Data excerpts
Start of Block

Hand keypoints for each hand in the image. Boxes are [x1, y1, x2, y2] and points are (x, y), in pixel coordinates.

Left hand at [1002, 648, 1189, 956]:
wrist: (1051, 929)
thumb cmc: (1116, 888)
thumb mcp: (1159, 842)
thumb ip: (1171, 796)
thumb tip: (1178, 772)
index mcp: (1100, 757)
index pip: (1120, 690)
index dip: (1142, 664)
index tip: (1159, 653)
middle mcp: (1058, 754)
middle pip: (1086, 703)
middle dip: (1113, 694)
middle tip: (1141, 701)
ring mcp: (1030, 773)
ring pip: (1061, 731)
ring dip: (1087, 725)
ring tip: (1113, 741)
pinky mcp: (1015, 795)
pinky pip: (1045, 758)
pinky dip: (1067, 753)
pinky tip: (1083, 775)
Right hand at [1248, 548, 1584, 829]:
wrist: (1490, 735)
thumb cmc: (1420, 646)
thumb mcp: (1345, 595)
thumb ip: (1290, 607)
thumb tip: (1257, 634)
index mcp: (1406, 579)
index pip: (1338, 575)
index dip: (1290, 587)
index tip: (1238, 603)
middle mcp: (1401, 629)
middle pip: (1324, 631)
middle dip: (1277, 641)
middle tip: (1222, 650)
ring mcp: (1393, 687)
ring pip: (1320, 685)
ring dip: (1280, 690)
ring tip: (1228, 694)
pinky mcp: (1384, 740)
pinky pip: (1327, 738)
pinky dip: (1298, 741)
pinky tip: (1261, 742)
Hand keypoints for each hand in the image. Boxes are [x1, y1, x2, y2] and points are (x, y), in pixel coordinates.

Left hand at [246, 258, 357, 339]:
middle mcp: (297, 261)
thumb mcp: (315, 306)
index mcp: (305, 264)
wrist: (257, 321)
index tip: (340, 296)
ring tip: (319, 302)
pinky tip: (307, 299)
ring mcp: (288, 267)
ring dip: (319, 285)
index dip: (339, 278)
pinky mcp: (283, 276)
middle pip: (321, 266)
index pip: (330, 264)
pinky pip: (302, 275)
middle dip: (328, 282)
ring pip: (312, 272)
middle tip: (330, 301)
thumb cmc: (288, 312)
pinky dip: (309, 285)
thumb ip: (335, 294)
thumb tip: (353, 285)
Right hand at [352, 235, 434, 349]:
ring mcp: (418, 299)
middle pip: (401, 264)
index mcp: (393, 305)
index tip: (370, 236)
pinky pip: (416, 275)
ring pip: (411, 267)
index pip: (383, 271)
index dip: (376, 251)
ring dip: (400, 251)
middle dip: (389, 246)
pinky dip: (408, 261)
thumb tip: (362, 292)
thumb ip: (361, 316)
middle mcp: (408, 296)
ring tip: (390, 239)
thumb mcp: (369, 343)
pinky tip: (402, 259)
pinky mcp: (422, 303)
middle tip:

End of Block

TASK DESCRIPTION: Each record above should be repeated exactly as it appears.

ANSWER AREA:
Hand keypoints for each hand in the image. Boxes are [x1, y1, x2, y2] and points are (x, y), in pixel coordinates.

Left hand at [1002, 648, 1189, 956]:
wrist: (1051, 929)
thumb cmc: (1116, 888)
thumb mcp: (1159, 842)
thumb ip: (1171, 796)
thumb tip: (1178, 772)
index mcp: (1100, 757)
index pip: (1120, 690)
index dip: (1142, 664)
index tip: (1159, 653)
middle mcp: (1058, 754)
middle pip: (1086, 703)
middle dip: (1113, 694)
middle tip: (1141, 701)
ring mcp: (1030, 773)
ring pip: (1061, 731)
ring dip: (1087, 725)
ring tip: (1113, 741)
pinky mcp: (1015, 795)
pinky pip: (1045, 758)
pinky dip: (1067, 753)
pinky tip: (1083, 775)
Right hand at [1248, 548, 1584, 829]:
wrist: (1490, 735)
thumb cmc: (1420, 646)
thumb mcp: (1345, 595)
thumb ip: (1290, 607)
thumb tip: (1257, 634)
index mcp: (1406, 579)
index pip: (1338, 575)
index dip: (1290, 587)
index tip: (1238, 603)
middle mcp: (1401, 629)
middle pip: (1324, 631)
middle dip: (1277, 641)
middle tip: (1222, 650)
ring mcp: (1393, 687)
ring pip: (1320, 685)
ring dip: (1280, 690)
ring tip: (1228, 694)
pinky mcp: (1384, 740)
pinky pip: (1327, 738)
pinky dip: (1298, 741)
pinky tip: (1261, 742)
Hand keypoints for each hand in the image. Boxes are [x1, y1, x2, y2] and points are (x, y), in pixel coordinates.

Left hand at [246, 258, 357, 339]:
middle mcp: (297, 261)
thumb mcp: (315, 306)
index mcp: (305, 264)
wrist: (257, 321)
index tip: (340, 296)
ring tip: (319, 302)
pinky tip: (307, 299)
ring mcp: (288, 267)
ring dip: (319, 285)
index dip: (339, 278)
pinky mcp: (283, 276)
middle pip: (321, 266)
index pip: (330, 264)
pinky pip: (302, 275)
middle dip: (328, 282)
ring pip: (312, 272)
middle tip: (330, 301)
thumb cmc: (288, 312)
pinky dip: (309, 285)
thumb ip: (335, 294)
thumb tip: (353, 285)
Right hand at [352, 235, 434, 349]:
ring mcp: (418, 299)
middle pip: (401, 264)
index mcp: (393, 305)
index tip: (370, 236)
pinky pip: (416, 275)
ring pip: (411, 267)
index pip: (383, 271)
index dip: (376, 251)
ring dip: (400, 251)
middle dip: (389, 246)
pinky dip: (408, 261)
thumb tip: (362, 292)
thumb ip: (361, 316)
middle mcp: (408, 296)
ring tip: (390, 239)
thumb mcp: (369, 343)
pinky tip: (402, 259)
pinky mcp: (422, 303)
middle tip:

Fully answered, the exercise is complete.